= Contingency theory =

View of decision-making in organizations

A contingency theory is an organizational theory that claims that there is no best way to organize a corporation, to lead a company, or to make decisions. Instead, the optimal course of action is contingent (dependent) upon the internal and external situation.
Contingent leaders are flexible in choosing and adapting to succinct strategies to suit change in situation at a particular period in time in the running of the organization.

==History==
The contingency approach to leadership was influenced by two earlier research programs endeavoring to pinpoint effective leadership behavior. During the 1950s, researchers at Ohio State University administered extensive questionnaires measuring a range of possible leader behaviors in various organizational contexts.
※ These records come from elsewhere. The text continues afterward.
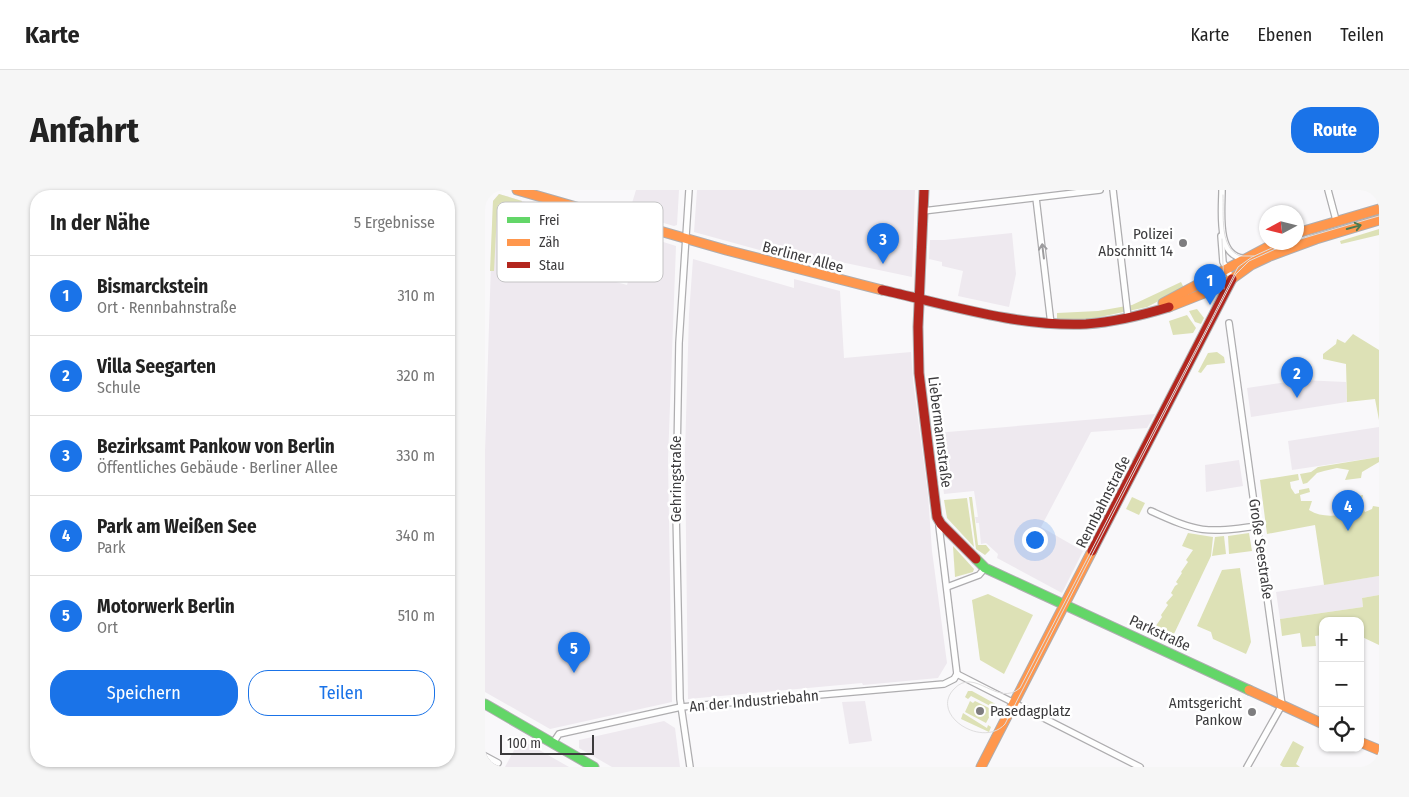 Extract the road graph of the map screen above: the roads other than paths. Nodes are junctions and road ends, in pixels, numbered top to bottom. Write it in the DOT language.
graph roads {
  1 [pos="517,190"];
  2 [pos="689,190"];
  3 [pos="924,190"];
  4 [pos="1099,190"];
  5 [pos="1113,190"];
  6 [pos="1222,190"];
  7 [pos="1328,190"];
  8 [pos="1037,198"];
  9 [pos="559,202"];
  10 [pos="1379,209"];
  11 [pos="923,211"];
  12 [pos="1223,219"];
  13 [pos="1336,220"];
  14 [pos="1379,220"];
  15 [pos="663,231"];
  16 [pos="1304,231"];
  17 [pos="686,238"];
  18 [pos="1261,250"];
  19 [pos="1253,254"];
  20 [pos="1244,258"];
  21 [pos="1226,269"];
  22 [pos="1232,279"];
  23 [pos="920,298"];
  24 [pos="1145,312"];
  25 [pos="1128,318"];
  26 [pos="1229,323"];
  27 [pos="1051,324"];
  28 [pos="1151,510"];
  29 [pos="941,524"];
  30 [pos="1258,526"];
  31 [pos="985,568"];
  32 [pos="947,587"];
  33 [pos="1066,604"];
  34 [pos="957,674"];
  35 [pos="1014,703"];
  36 [pos="485,704"];
  37 [pos="1282,705"];
  38 [pos="681,707"];
  39 [pos="1319,722"];
  40 [pos="553,743"];
  41 [pos="1364,744"];
  42 [pos="1379,750"];
  43 [pos="485,756"];
  44 [pos="498,764"];
  45 [pos="594,767"];
  46 [pos="690,767"];
  47 [pos="981,767"];
  48 [pos="1139,767"];
  49 [pos="1247,767"];
  1 -- 9 [label="main road, Berliner Allee"];
  2 -- 17 [label="street, Gehringstraße"];
  3 -- 11 [label="main road, Liebermannstraße"];
  4 -- 8 [label="street"];
  5 -- 25 [label="street"];
  6 -- 12 [label="street"];
  7 -- 13 [label="street"];
  8 -- 11 [label="street"];
  27 -- 8 [label="street, one-way"];
  10 -- 13 [label="main road"];
  11 -- 23 [label="main road, Liebermannstraße"];
  12 -- 20 [label="street"];
  12 -- 21 [label="street"];
  13 -- 16 [label="main road"];
  22 -- 14 [label="main road, Berliner Allee, one-way"];
  15 -- 17 [label="main road, Berliner Allee"];
  17 -- 23 [label="main road, Berliner Allee"];
  17 -- 38 [label="street, Gehringstraße"];
  18 -- 19 [label="main road, Berliner Allee"];
  19 -- 20 [label="main road, Berliner Allee"];
  19 -- 22 [label="main road, Rennbahnstraße"];
  20 -- 21 [label="main road, Berliner Allee"];
  21 -- 22 [label="street"];
  21 -- 24 [label="main road, Berliner Allee"];
  22 -- 24 [label="main road, Berliner Allee"];
  22 -- 33 [label="main road, Rennbahnstraße"];
  23 -- 27 [label="main road, Berliner Allee"];
  23 -- 29 [label="main road, Liebermannstraße"];
  24 -- 25 [label="main road, Berliner Allee"];
  25 -- 27 [label="main road, Berliner Allee"];
  26 -- 30 [label="street, Große Seestraße"];
  28 -- 30 [label="street"];
  29 -- 31 [label="main road, Parkstraße"];
  29 -- 32 [label="street, Liebermannstraße"];
  30 -- 37 [label="street, Große Seestraße"];
  31 -- 32 [label="street"];
  31 -- 33 [label="main road, Parkstraße"];
  32 -- 34 [label="street, Liebermannstraße"];
  33 -- 35 [label="main road, Rennbahnstraße"];
  33 -- 37 [label="main road, Parkstraße"];
  34 -- 35 [label="street"];
  34 -- 38 [label="street, An der Industriebahn"];
  35 -- 47 [label="main road, Rennbahnstraße"];
  35 -- 48 [label="street"];
  36 -- 40 [label="main road"];
  37 -- 39 [label="main road, Parkstraße"];
  37 -- 49 [label="street"];
  38 -- 40 [label="street, An der Industriebahn"];
  38 -- 46 [label="street, Gehringstraße"];
  40 -- 45 [label="main road"];
  41 -- 42 [label="main road"];
  43 -- 44 [label="street"];
}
Although multiple sets of leadership behaviors were originally identified based on these questionnaires, two types of behaviors proved to be especially typical of effective leaders: (1) consideration leader behaviors that include building good rapport and interpersonal relationships and showing support and concern for subordinates and (2) initiating structure leader behaviors that provided structure (e.g., role assignment, planning, scheduling) to ensure task completion and goal attainment.
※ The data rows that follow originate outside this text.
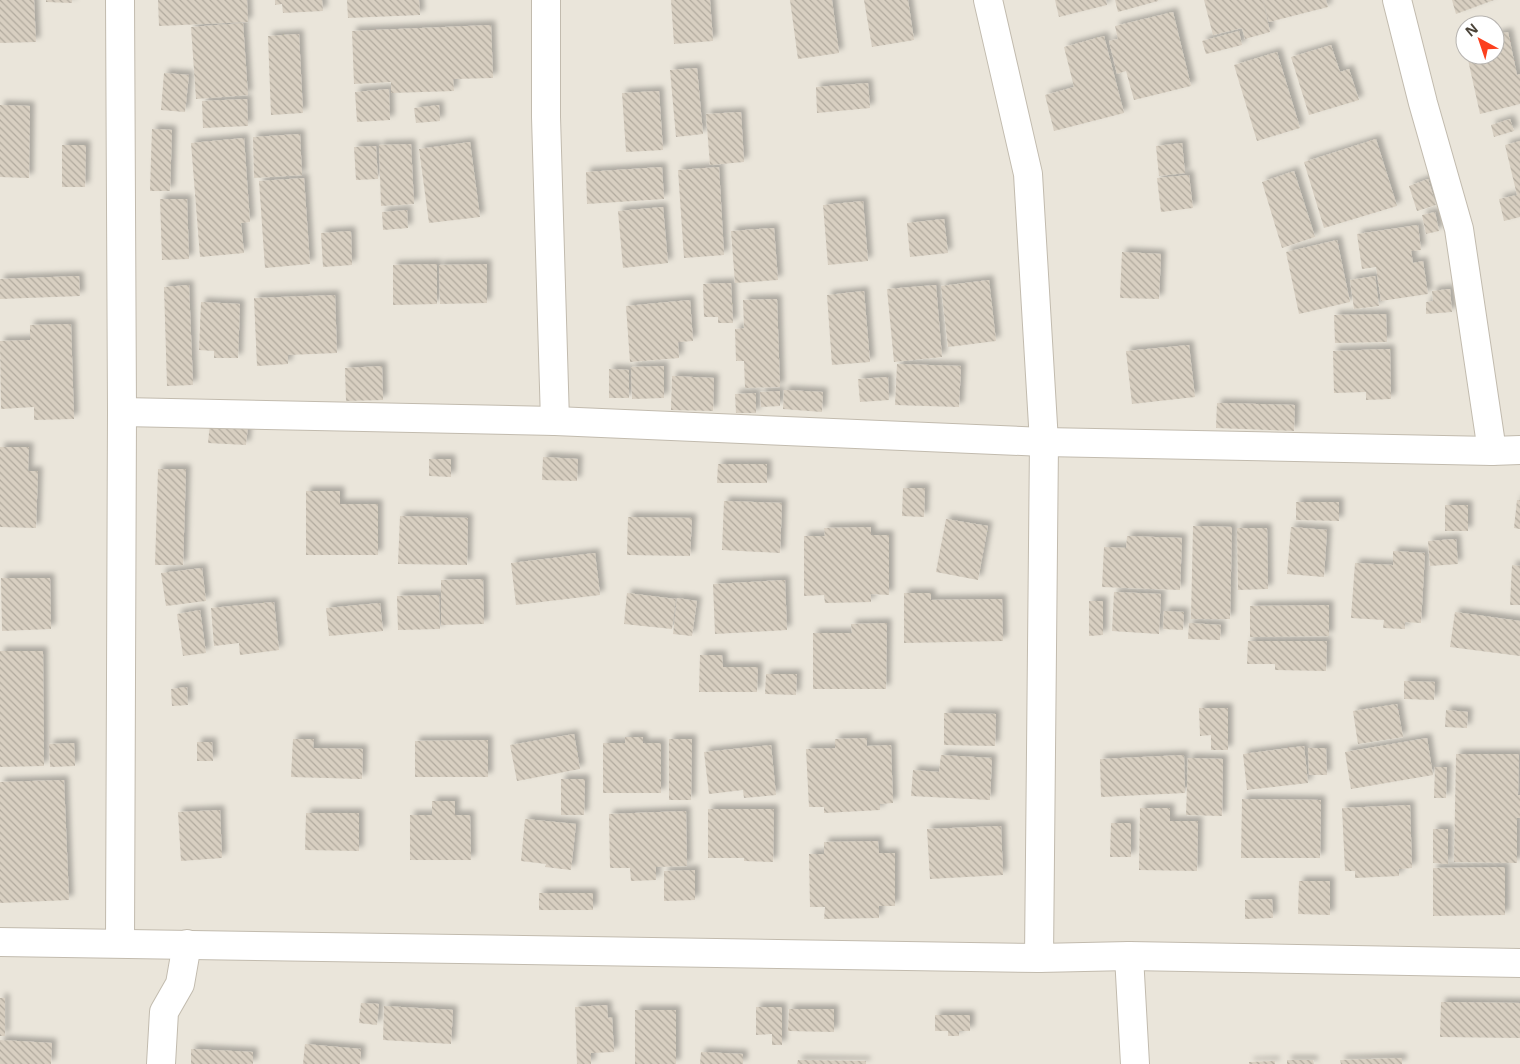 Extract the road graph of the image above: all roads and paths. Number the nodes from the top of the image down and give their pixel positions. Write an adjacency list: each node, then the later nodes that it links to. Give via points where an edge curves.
1 (120, 0): 5 (street)
2 (546, 0): 6 (street, via 546,117)
3 (988, 0): 7 (street, via 1028,174)
4 (1396, 0): 9 (street, via 1460,228)
5 (122, 412): 6 (street); 11 (street)
6 (555, 421): 7 (street)
7 (1044, 442): 9 (street); 14 (street)
8 (1520, 450): 9 (street)
9 (1492, 451)
10 (0, 942): 11 (street)
11 (120, 943): 12 (street)
12 (187, 944): 14 (street); 16 (street, via 180,984 164,1012)
13 (1128, 956): 14 (street); 15 (street); 17 (street)
14 (1039, 958)
15 (1520, 963)
16 (161, 1064)
17 (1135, 1064)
About the same time, investigators from the University of Michigan's Survey Research Center conducted interviews and distributed questionnaires in organizations and collected measures of group productivity to assess effective leadership behaviors. The leadership behavior categories that emerged from the University of Chicago were similar to the consideration and initiating structure behaviors identified by the Ohio State studies. The University of Michigan investigators, however, termed these leadership behaviors relation-oriented behavior and task-oriented behavior. This line of research was later extended by Robert Blake and Jane Mouton in 1964 to suggest that effective leaders score high on both these behaviors.

They suggested that previous theories such as Weber's bureaucracy and, Taylor's scientific management had failed because they neglected that management style and organizational structure were influenced by various aspects of the environment: the contingency factors. There could not be "one best way" for leadership or organization.

Historically, contingency theory has sought to formulate broad generalizations about the formal structures that are typically associated with or best fit the use of different technologies. The perspective originated with the work of Joan Woodward (1958), who argued that technologies directly determine differences in such organizational attributes as span of control, centralization of authority, and the formalization of rules and procedure.

==Contingency approaches==
In Fiedler’s piece from 1993, he describes how two main factors contribute to effective or successful leadership and points them out as “the personality of the leader and the degree to which the situation gives the leader power, control and influence over the situation” (p. 333-334). Leadership personality can be broken up into two main motivation schools of thought for leaders. Leaders can be task motivated or relationship motivated. The way that Fiedler suggests individuals determine their motivation preference is through the Least Preferred Co-Worker Score or LPC. The second aspect that Fielder says determines success is the specific situation and the degree to which the leader feels in control of the outcome of their actions.

Gareth Morgan in his book Images of Organization summarized the main ideas underlying contingency:
- Organizations are open systems that need careful management to satisfy and balance internal needs and to adapt to environmental circumstances.
- There is not one best way of organizing. The appropriate form depends on the kind of task or environment one is dealing with.
- Management must be concerned, above all else, with achieving alignments and good fits.
- Different types or specifics of organizations are needed in different types of environments.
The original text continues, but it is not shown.